ここまで来たら疑いようもない。ラウザ商会がティーネと取り引きをしないように圧力を掛けている。いまのも、ラウザ商会が嫌がらせに雇ったとか、そんな感じだろう。
「あ……その、すみません。やはり失礼します」
効果を確認したいと言っていた男まで、そそくさと立ち去ってしまった。大丈夫かと隣に視線を向ければ、ティーネは拳を握り締めて悔しそうな顔をしていた。
「あの人、最初から私を潰すつもりだったんだ……」
「そう、かもな」
「悔しい……です。

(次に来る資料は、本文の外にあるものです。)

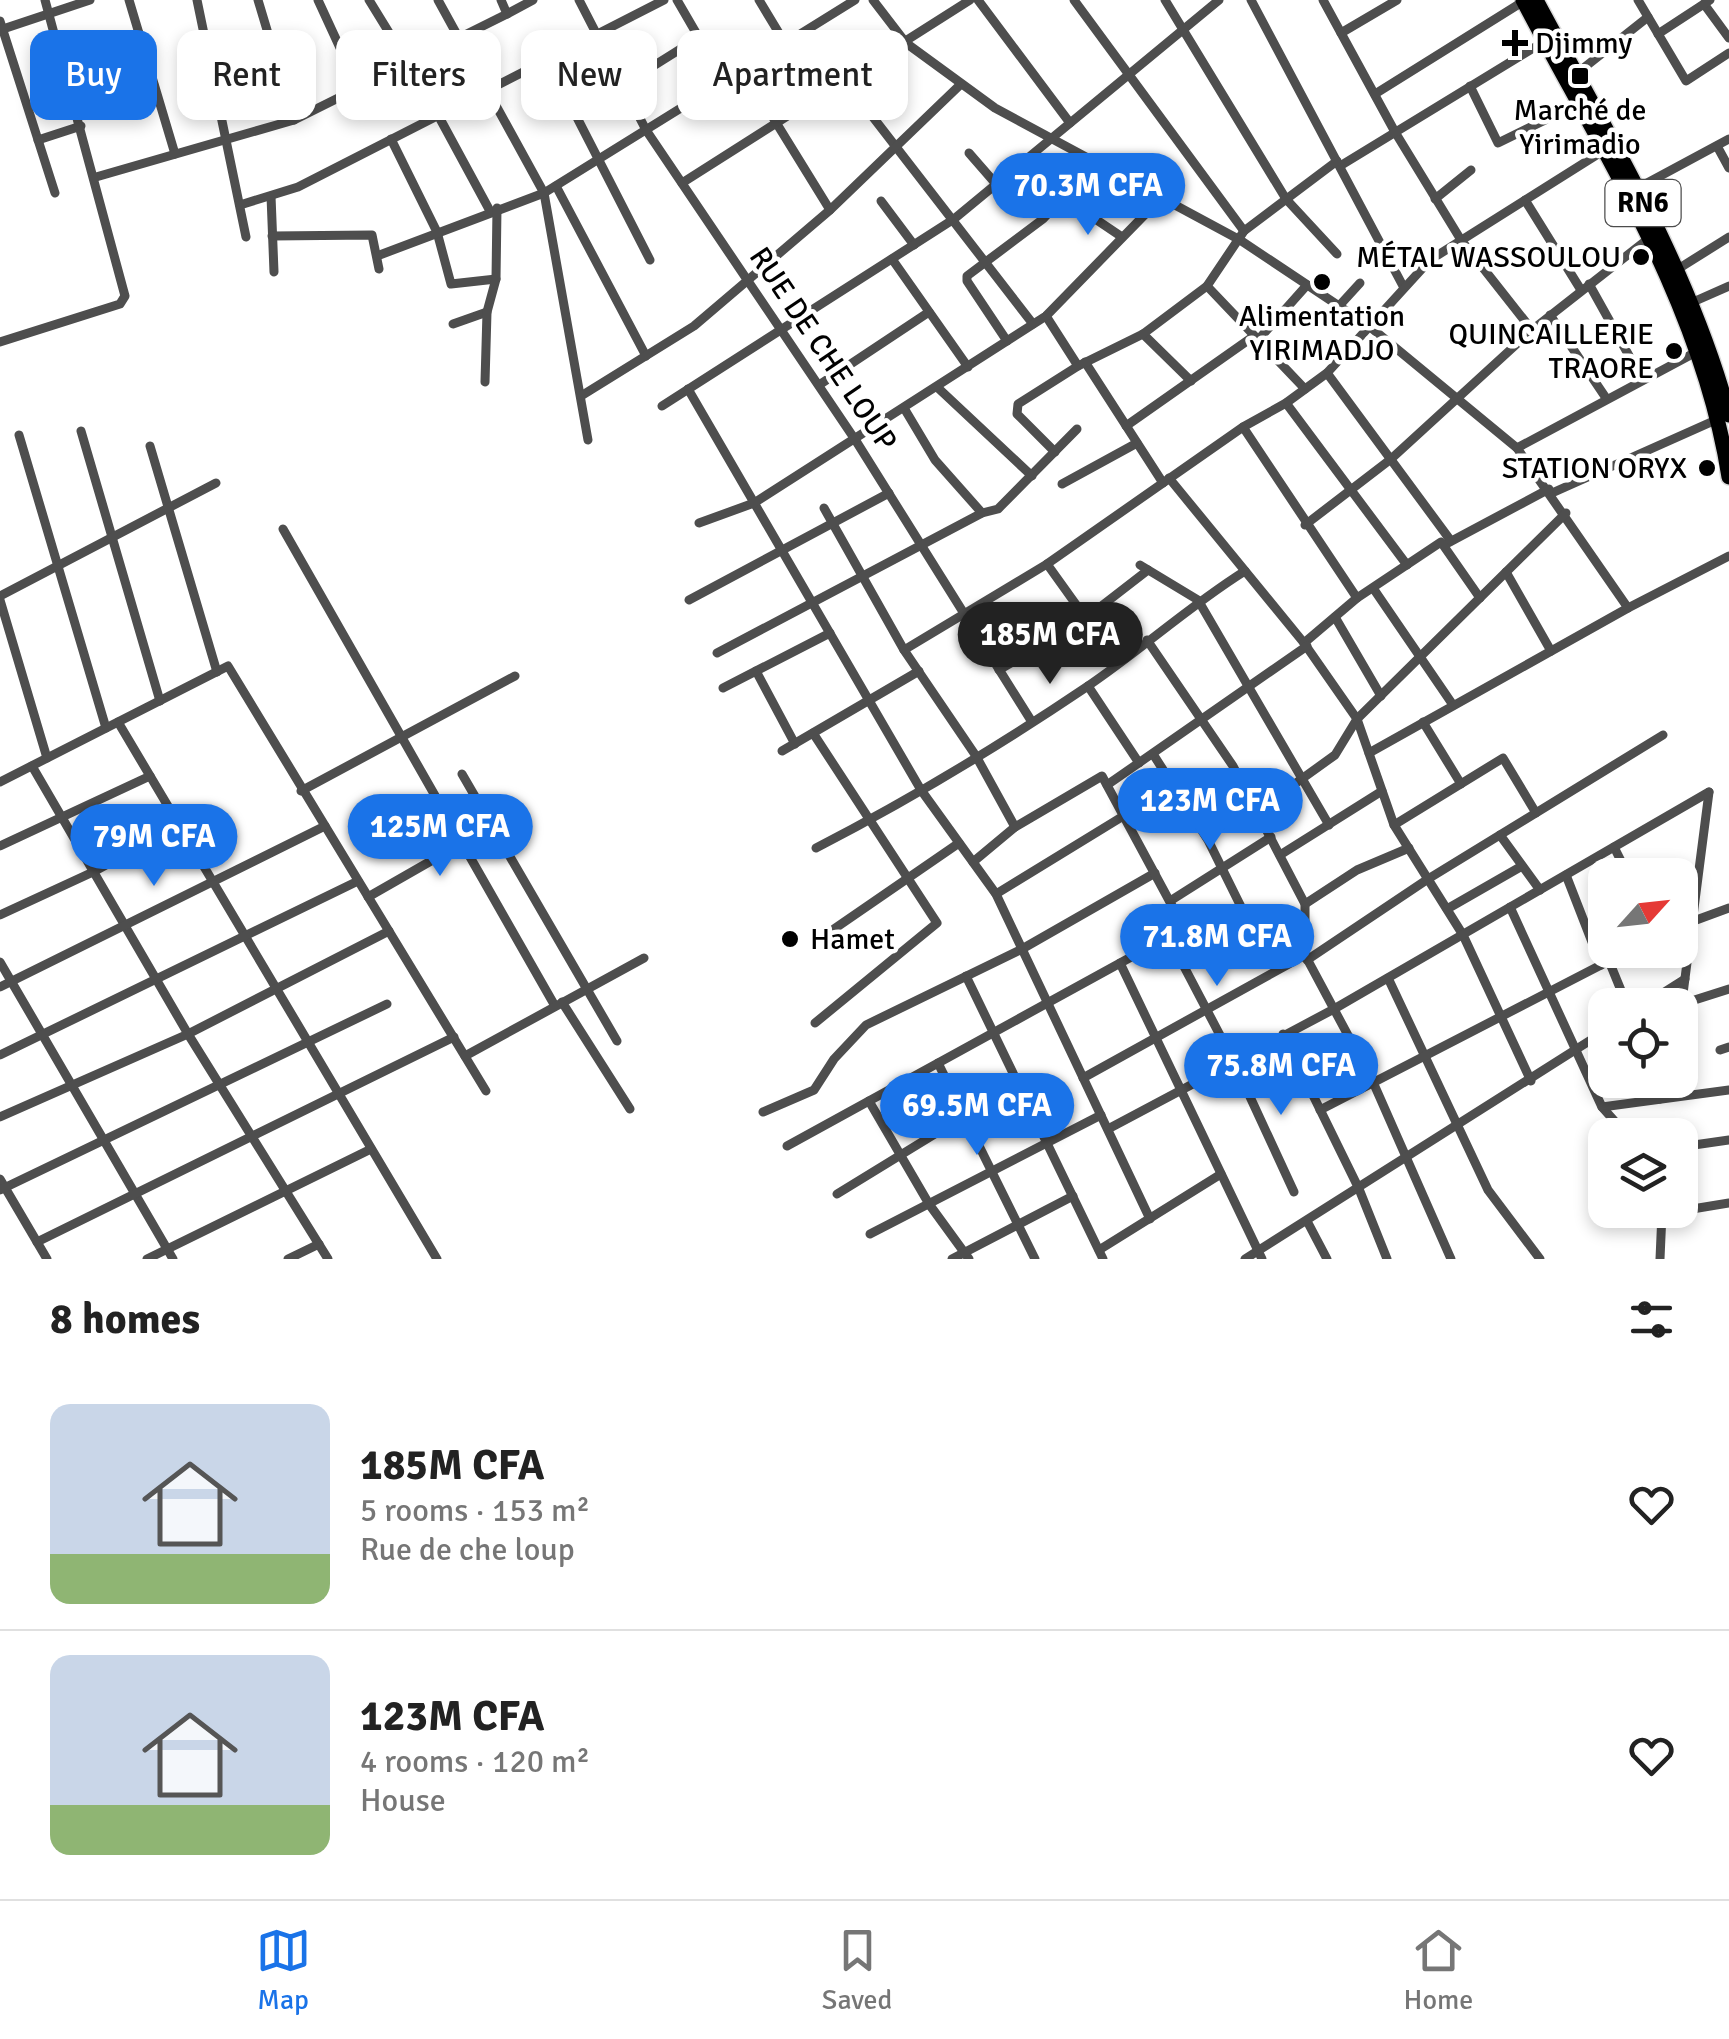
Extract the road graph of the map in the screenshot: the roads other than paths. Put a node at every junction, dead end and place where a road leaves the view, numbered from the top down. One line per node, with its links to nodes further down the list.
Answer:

これから、がんばって生きようって……そう、思ったのに」
「ティーネ……」
妨害するということは、ポーションの価値を認めているということでもある。
ティーネの才能を見込んで、手に入れようとしている可能性もある、のか? 普通に支援して、アルケミストとして囲い込んでしまえば良い気がするんだけど……腑に落ちないな。
いや、いまはラウザ商会の思惑よりも、この状況をどうくつがえすかが問題だ。直接的な嫌がらせなら俺が対抗できるけど、こういう圧力に対抗する力はない。

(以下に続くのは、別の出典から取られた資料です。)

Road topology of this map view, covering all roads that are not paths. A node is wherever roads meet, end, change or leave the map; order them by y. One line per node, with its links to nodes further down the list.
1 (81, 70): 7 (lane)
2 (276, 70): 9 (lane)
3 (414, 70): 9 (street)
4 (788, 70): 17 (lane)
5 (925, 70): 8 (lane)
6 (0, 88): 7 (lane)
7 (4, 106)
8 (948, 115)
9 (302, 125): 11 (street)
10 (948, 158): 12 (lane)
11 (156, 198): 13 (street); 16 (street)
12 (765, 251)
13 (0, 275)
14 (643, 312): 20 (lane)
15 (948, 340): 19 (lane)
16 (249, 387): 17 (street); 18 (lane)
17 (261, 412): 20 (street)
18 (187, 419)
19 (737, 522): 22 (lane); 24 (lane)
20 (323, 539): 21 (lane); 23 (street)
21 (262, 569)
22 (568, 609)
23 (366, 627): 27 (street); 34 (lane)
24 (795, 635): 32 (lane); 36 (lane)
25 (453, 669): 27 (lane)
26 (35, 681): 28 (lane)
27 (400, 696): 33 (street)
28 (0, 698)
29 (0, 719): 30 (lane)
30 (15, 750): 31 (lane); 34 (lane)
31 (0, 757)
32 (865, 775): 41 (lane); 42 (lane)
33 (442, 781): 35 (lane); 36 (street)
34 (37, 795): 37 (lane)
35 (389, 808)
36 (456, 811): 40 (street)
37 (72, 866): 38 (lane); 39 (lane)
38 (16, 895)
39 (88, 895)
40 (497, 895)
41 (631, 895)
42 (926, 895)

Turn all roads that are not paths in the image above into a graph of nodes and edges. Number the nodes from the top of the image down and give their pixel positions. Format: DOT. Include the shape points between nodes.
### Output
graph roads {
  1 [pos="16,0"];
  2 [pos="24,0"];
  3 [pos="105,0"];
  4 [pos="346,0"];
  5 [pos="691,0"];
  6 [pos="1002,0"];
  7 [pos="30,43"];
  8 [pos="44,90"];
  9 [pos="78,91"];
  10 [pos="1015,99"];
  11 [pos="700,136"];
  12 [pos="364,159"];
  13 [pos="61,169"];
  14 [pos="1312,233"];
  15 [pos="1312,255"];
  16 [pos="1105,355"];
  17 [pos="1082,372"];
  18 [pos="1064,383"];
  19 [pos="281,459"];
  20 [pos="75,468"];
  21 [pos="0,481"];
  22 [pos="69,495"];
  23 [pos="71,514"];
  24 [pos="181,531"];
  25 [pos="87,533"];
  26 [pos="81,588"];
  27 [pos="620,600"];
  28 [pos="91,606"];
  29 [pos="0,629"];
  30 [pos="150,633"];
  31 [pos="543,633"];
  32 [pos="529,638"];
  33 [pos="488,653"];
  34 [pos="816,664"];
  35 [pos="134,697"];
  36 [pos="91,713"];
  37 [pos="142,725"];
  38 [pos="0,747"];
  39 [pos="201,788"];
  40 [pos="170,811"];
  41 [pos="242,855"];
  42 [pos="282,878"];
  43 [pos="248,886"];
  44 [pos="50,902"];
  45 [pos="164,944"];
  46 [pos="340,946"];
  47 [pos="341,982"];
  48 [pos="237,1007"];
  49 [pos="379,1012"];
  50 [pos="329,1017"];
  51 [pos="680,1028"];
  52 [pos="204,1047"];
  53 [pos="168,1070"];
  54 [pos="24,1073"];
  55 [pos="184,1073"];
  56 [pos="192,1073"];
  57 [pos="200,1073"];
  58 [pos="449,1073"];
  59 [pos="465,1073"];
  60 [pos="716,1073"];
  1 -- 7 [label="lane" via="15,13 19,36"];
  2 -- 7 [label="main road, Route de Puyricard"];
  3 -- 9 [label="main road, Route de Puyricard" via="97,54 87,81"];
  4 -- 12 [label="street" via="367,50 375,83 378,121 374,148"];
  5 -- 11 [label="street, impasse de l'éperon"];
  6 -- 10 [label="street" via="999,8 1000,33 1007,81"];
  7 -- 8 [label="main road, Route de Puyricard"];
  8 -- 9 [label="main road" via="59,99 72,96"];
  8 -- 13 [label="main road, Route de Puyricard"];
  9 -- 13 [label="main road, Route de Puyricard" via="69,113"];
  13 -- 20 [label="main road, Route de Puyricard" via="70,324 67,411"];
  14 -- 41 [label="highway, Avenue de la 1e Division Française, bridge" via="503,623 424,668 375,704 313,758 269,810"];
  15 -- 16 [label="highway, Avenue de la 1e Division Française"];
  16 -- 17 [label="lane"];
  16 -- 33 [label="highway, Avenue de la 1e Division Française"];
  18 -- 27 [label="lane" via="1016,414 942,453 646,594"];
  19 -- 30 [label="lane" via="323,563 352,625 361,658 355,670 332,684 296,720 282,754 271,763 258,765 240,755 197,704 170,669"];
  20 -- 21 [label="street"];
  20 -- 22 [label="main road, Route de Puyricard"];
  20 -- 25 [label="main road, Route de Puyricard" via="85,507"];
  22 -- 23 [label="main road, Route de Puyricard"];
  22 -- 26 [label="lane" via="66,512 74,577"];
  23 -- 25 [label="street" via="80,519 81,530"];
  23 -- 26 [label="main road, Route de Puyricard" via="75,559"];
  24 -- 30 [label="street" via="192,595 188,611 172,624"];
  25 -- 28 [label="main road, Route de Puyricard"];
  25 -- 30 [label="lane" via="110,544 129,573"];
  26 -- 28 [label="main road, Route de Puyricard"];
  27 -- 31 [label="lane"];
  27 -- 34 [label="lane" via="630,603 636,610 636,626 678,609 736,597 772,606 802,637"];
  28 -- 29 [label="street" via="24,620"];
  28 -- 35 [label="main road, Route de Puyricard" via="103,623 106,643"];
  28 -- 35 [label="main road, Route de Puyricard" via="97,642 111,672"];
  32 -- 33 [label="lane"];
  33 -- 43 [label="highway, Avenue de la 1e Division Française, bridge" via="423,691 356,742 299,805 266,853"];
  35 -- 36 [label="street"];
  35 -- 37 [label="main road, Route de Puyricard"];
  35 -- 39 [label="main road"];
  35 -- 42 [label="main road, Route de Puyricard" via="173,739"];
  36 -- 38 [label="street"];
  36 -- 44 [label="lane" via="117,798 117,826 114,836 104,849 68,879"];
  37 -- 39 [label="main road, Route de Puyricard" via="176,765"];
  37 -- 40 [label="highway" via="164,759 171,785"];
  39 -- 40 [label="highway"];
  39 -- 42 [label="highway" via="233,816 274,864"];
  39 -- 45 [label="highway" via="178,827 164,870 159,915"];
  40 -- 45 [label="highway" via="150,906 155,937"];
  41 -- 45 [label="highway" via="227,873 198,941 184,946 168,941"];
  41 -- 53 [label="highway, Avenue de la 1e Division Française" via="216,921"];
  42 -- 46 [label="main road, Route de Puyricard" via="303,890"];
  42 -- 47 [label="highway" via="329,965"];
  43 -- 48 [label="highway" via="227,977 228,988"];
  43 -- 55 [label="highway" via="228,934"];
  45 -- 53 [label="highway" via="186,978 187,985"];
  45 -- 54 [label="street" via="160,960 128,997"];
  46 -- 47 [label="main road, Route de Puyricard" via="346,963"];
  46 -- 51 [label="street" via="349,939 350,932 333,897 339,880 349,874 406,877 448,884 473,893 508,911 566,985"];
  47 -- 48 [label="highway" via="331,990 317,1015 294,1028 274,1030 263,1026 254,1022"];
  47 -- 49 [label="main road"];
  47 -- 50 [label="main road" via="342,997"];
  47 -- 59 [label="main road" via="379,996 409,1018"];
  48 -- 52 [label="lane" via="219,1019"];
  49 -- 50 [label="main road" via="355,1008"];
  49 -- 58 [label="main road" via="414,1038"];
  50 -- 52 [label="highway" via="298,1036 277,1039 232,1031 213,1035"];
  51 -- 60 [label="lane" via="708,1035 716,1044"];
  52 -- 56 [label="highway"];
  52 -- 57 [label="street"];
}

このまま後ろ盾が見つからなかったら、ティーネを連れて逃げるくらいしか思いつかないぞ。困ったな――と考えていると、再び客がやって来た。
「また会ったな」
見覚えのある、金髪碧眼のおじさんがそこにいた。
「あんたはたしか……ウォルフさんだったか?」
「おう。なにやら苦労してるみたいだな」
「見てたのか。なんとかしたいんだが、目を付けられた理由が読み切れなくてな」
「そうか。……ところで、この最高品質の初級ポーションの効果は本当なのか? 疲労や体力だけでなく、魔力まで回復すると書いてあるが……」
「ああ、本当だ。これは――」
説明をしようとした瞬間、またもやさっきの二人組が割り込んできた。しかもまるで焼き直しのように、さっきと同じセリフを口にする。
だが――
「邪魔だ。俺がいま、こいつらと話をしてるのが見えないのか?」
ウォルフは茶番劇を一蹴した。
「な、なんだと? 俺はお前のことを心配して、親切に教えてやったんだぞ!?」
「頼んだ覚えはない。邪魔だからどけ」
「くっ、覚えてろよ!」
男達は忌々しそうな顔で立ち去っていった。
「ウォルフ、良かったのか?」
「ん? あぁ、あの程度の小物、どうということはない」
「……そうか。もし、冒険者が必要なときがあればいってくれ。恩は返させてもらうから」
「ふっ、なにかあれば依頼させてもらおう。だが、恩だとか気にする必要はないぞ。このポーションに興味を持っただけで、別におまえ達に気を使ったわけじゃないからな」
なかなかに男前だ。少し話をすると、このあいだ渡したポーションの効果も確認済みで、ずいぶんと評価してくれているらしい。
だから、このポーションも楽しみだと言ってくれた。
「そうか。なら、ポーションのサンプルを多めに持って行ってくれ。この子ががんばって作ったんだ。将来的には、安定した供給も視野に入れている」
何者かは知らないけど、売り込みどころだとティーネを紹介する。
「ほぅ、嬢ちゃんが作ったのか? まだ小さいのに優秀だな」
実はウォルフが大きな商会の代表で――なんてことを期待したんだけど、ウォルフはティーネにいくつか質問をした後、サンプルを持って立ち去っていった。